Royal Dutch Shell is pulling its cash out of Europe. That is a clear sign that Europe’s lingering demise is close to collapse. The reasons for removing cash due to a “shift in willingness to take risk” is irrelevant: they know that the banks will not be able to bail out the whole of Southern Europe as evidenced by Greece’s latest extension last week. George Soros’ prediction of a collapse of the Euro within 90 days (September 2012) seems to have been prescient (or not if he is pulling the strings). What people do not realize is the close association between European banks and American banks – see MF Global as an example. If Europe collapses, our banks will quickly follow. Although the USD has strengthened against the Euro, I want to point out two facts:
1. The USD’s strength is based on being a “perceived” historical safe haven. The article below did not state where Shell and other European companies are transferring their money.

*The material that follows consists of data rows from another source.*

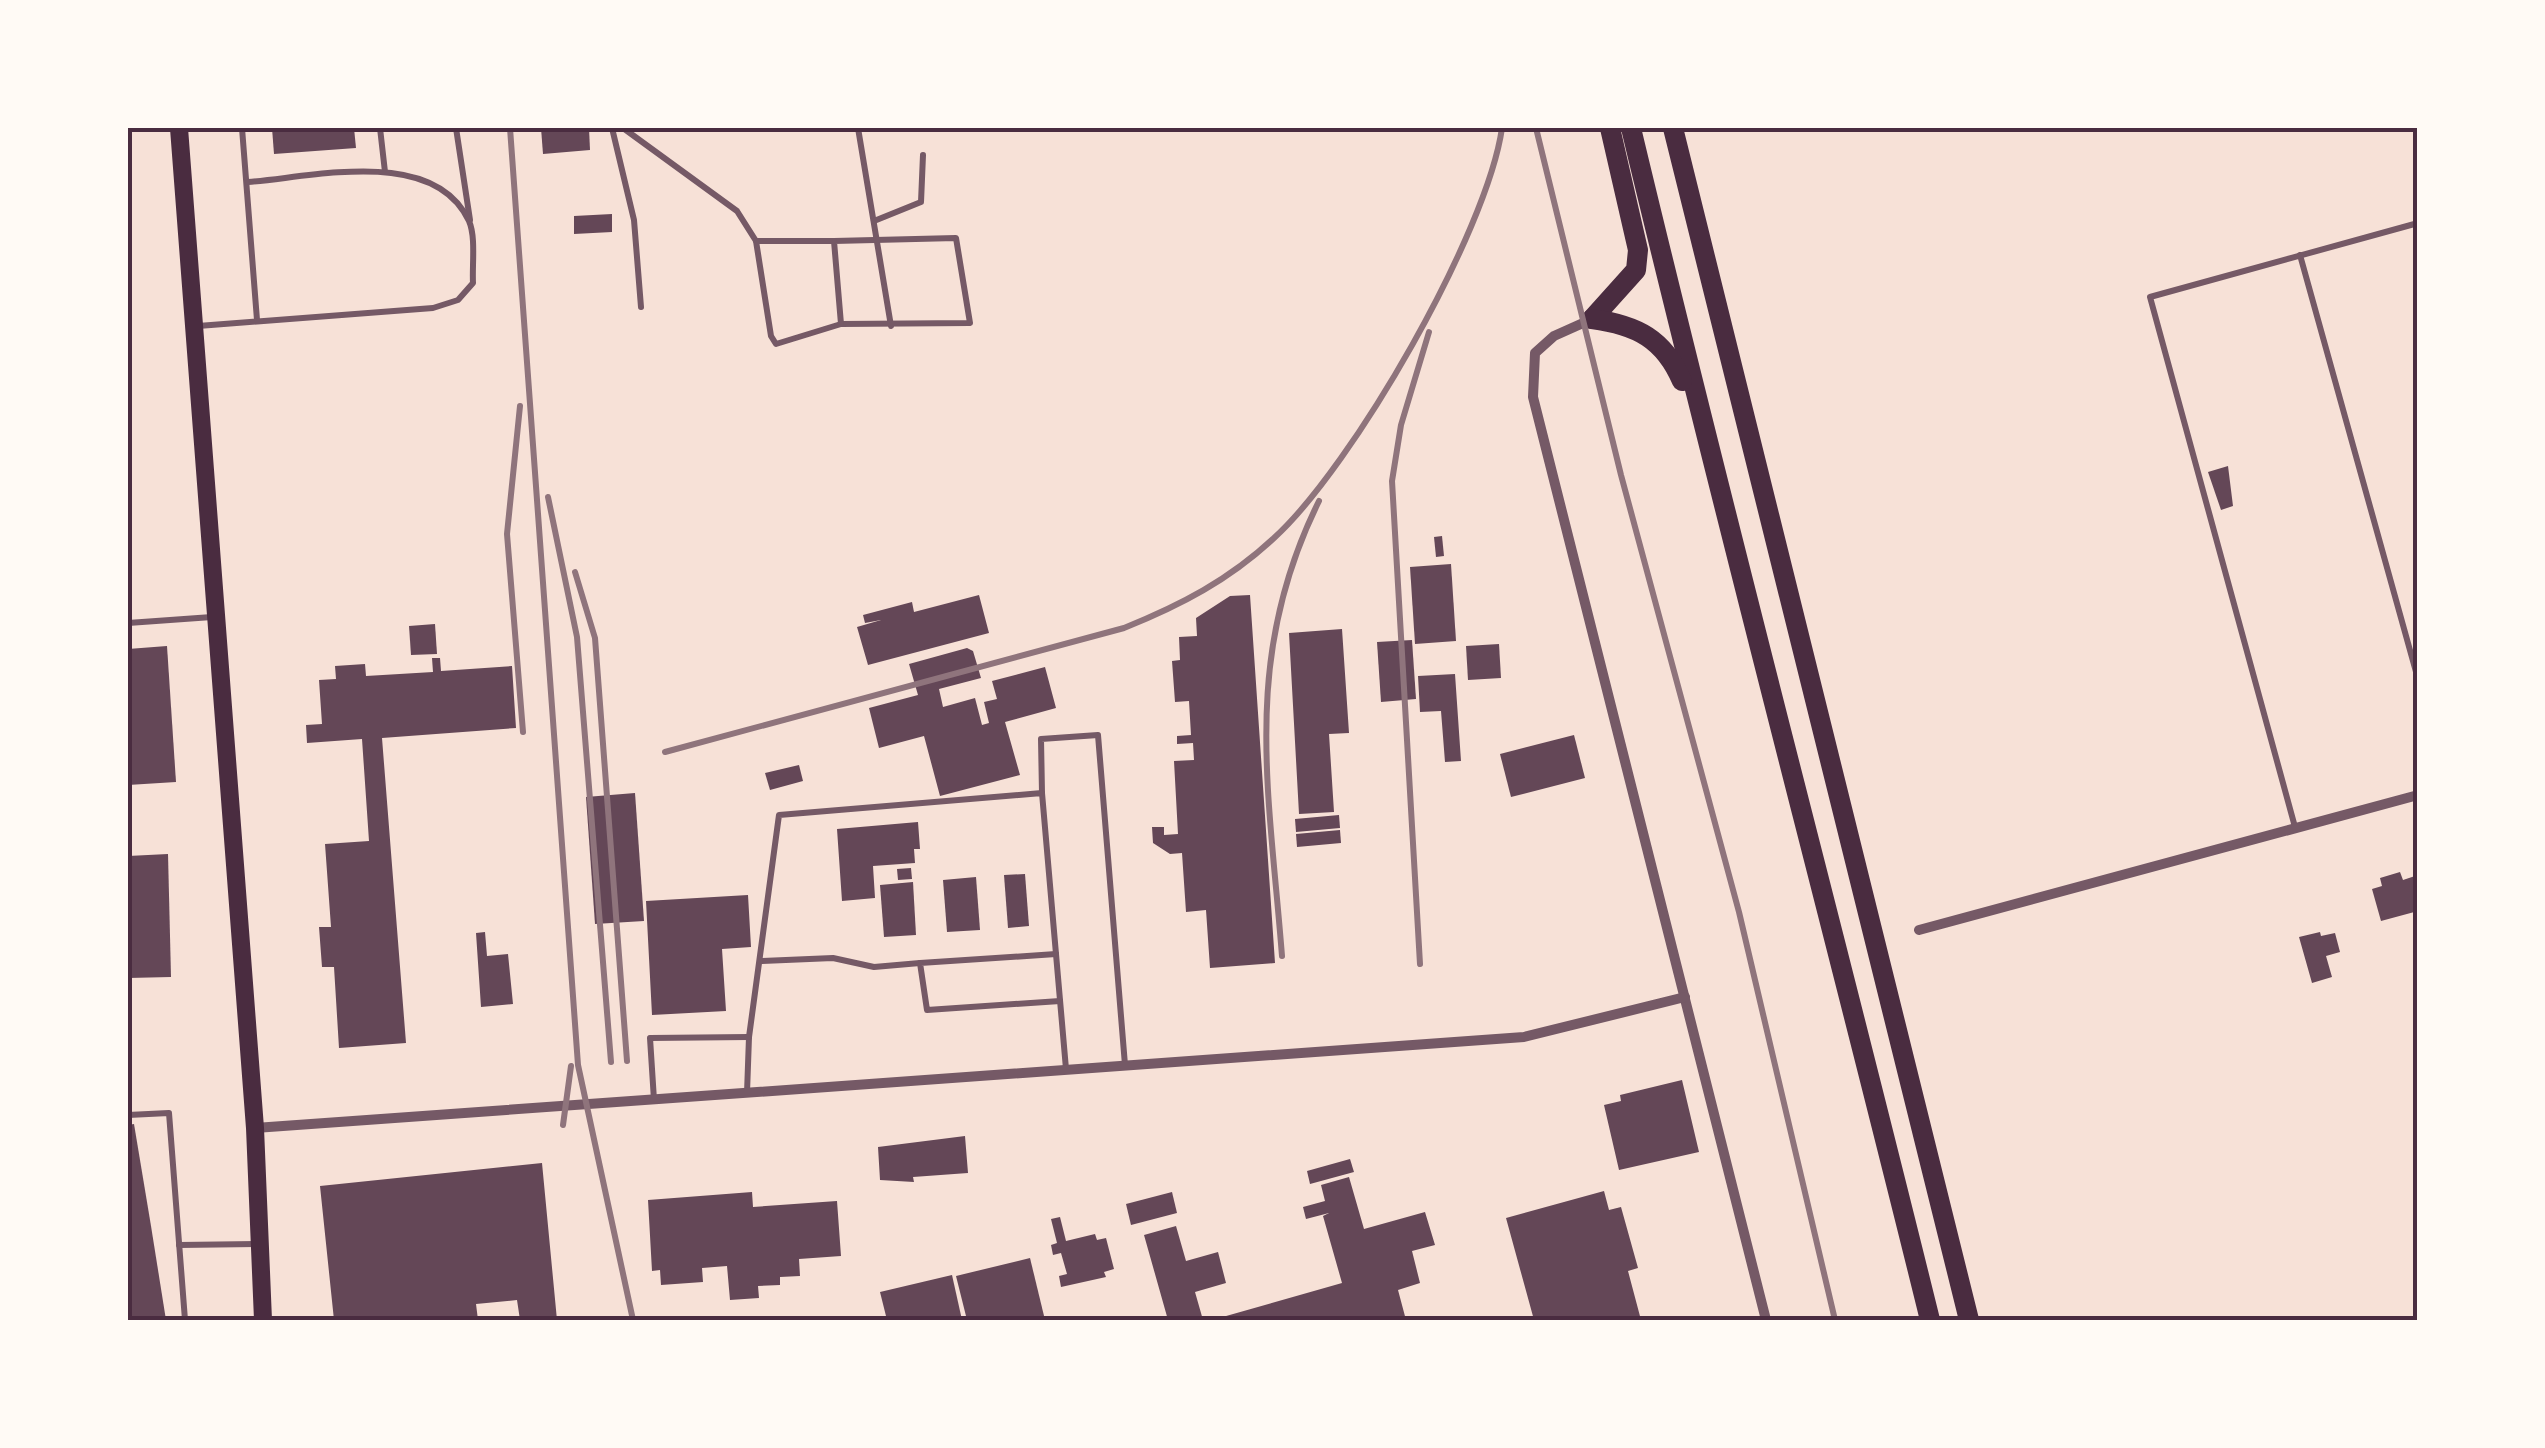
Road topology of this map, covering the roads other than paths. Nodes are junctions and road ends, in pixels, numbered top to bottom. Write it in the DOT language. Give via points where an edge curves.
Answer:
graph roads {
  1 [pos="180,128"];
  2 [pos="242,128"];
  3 [pos="380,128"];
  4 [pos="456,128"];
  5 [pos="612,128"];
  6 [pos="623,128"];
  7 [pos="858,128"];
  8 [pos="1610,128"];
  9 [pos="1631,128"];
  10 [pos="1673,128"];
  11 [pos="922,155"];
  12 [pos="385,172"];
  13 [pos="248,182"];
  14 [pos="874,222"];
  15 [pos="470,223"];
  16 [pos="2418,223"];
  17 [pos="756,240"];
  18 [pos="877,241"];
  19 [pos="834,242"];
  20 [pos="2300,254"];
  21 [pos="641,307"];
  22 [pos="1592,319"];
  23 [pos="257,320"];
  24 [pos="841,324"];
  25 [pos="197,326"];
  26 [pos="891,326"];
  27 [pos="1709,454"];
  28 [pos="218,617"];
  29 [pos="128,623"];
  30 [pos="2418,679"];
  31 [pos="1042,792"];
  32 [pos="2418,796"];
  33 [pos="2296,828"];
  34 [pos="1920,930"];
  35 [pos="1056,954"];
  36 [pos="762,961"];
  37 [pos="920,963"];
  38 [pos="1686,997"];
  39 [pos="1060,1000"];
  40 [pos="749,1037"];
  41 [pos="1125,1066"];
  42 [pos="1066,1070"];
  43 [pos="747,1092"];
  44 [pos="654,1102"];
  45 [pos="128,1115"];
  46 [pos="255,1128"];
  47 [pos="260,1244"];
  48 [pos="179,1246"];
  49 [pos="184,1320"];
  50 [pos="263,1320"];
  51 [pos="1766,1320"];
  52 [pos="1930,1320"];
  53 [pos="1968,1320"];
  1 -- 25 [label="main road"];
  2 -- 13 [label="lane"];
  3 -- 12 [label="lane"];
  4 -- 15 [label="lane"];
  5 -- 21 [label="lane" via="634,220"];
  6 -- 17 [label="lane" via="738,211"];
  7 -- 14 [label="lane"];
  8 -- 22 [label="highway" via="1638,250 1636,270"];
  9 -- 27 [label="highway"];
  10 -- 53 [label="highway"];
  11 -- 14 [label="lane" via="921,202"];
  12 -- 13 [label="lane"];
  12 -- 15 [label="lane" via="400,171 446,190"];
  13 -- 23 [label="lane"];
  14 -- 18 [label="lane"];
  15 -- 23 [label="lane" via="473,283 458,300 432,308"];
  16 -- 20 [label="lane"];
  17 -- 19 [label="lane"];
  17 -- 24 [label="lane" via="776,344"];
  18 -- 19 [label="lane"];
  18 -- 26 [label="lane"];
  18 -- 26 [label="lane" via="956,238 970,323"];
  19 -- 24 [label="lane"];
  20 -- 30 [label="lane"];
  20 -- 33 [label="lane" via="2150,298"];
  22 -- 27 [label="highway" via="1644,332 1667,351"];
  22 -- 38 [label="street" via="1535,353 1532,397"];
  23 -- 25 [label="lane"];
  24 -- 26 [label="lane"];
  25 -- 28 [label="main road"];
  27 -- 52 [label="highway"];
  28 -- 29 [label="lane"];
  28 -- 46 [label="main road"];
  31 -- 35 [label="lane"];
  31 -- 36 [label="lane" via="779,816"];
  31 -- 41 [label="lane" via="1041,740 1098,734"];
  32 -- 33 [label="street"];
  33 -- 34 [label="street"];
  35 -- 37 [label="lane"];
  35 -- 39 [label="lane"];
  36 -- 37 [label="lane"];
  36 -- 40 [label="lane"];
  37 -- 39 [label="lane" via="927,1010"];
  38 -- 41 [label="street" via="1524,1037"];
  38 -- 51 [label="street"];
  39 -- 42 [label="lane"];
  40 -- 43 [label="lane"];
  40 -- 44 [label="lane" via="650,1038"];
  41 -- 42 [label="street"];
  42 -- 43 [label="street"];
  43 -- 44 [label="street"];
  44 -- 46 [label="street"];
  45 -- 48 [label="lane" via="168,1113"];
  46 -- 47 [label="main road"];
  47 -- 48 [label="lane"];
  47 -- 50 [label="main road"];
  48 -- 49 [label="lane"];
}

2. The USD’s value should not be based on another currency which is collapsing.
The company’s chief financial officer Simon Henry told the newspaper that Shell is cutting back its exposure to European credit risk in the worst-hit economies and putting a higher price on doing business with the region’s peripheral nations.
“There’s been a shift in our willingness to take credit risk in Europe. The crisis has impacted our willingness to afford credit,” Henry is quoted as saying.
Henry is cited as saying that the Anglo-Dutch oil major would rather deposit $15 billion of cash in non-European assets, such as U.S. Treasuries and U.S. bank accounts.
The firm is forced to keep some money in Europe to fund its operations, but is keeping the bulk of its reserve liquidity out of the euro zone to avoid growing macroeconomic risk, the report said.
And what Shell is doing, everyone else can’t be far behind – certainly not the head of a Greek bank who decided to pull his money out of Greece and “launder” it via London real estate: just as so many others are doing.
A political row has erupted in Athens after the former head of a big Greek state bank admitted to transferring €8m of personal savings abroad to buy a London property months before his Agricultural Bank headed towards insolvency.
Theodoros Pantalakis, former chief executive of Greece’s Agricultural Bank (ATEbank), strongly denied any wrongdoing, telling Realnews, a Greek website, that he had declared the transaction to authorities in 2011 and had paid tax on the amount transferred.
“I’m on holiday and I don’t plan to say anything more until I come back to Athens,” Mr Pantalakis told the FT from his villa on the Aegean island of Paros. He is expected to testify on his three years at the helm of ATEbank before a parliamentary committee at the end of August, said a person with knowledge of the dispute.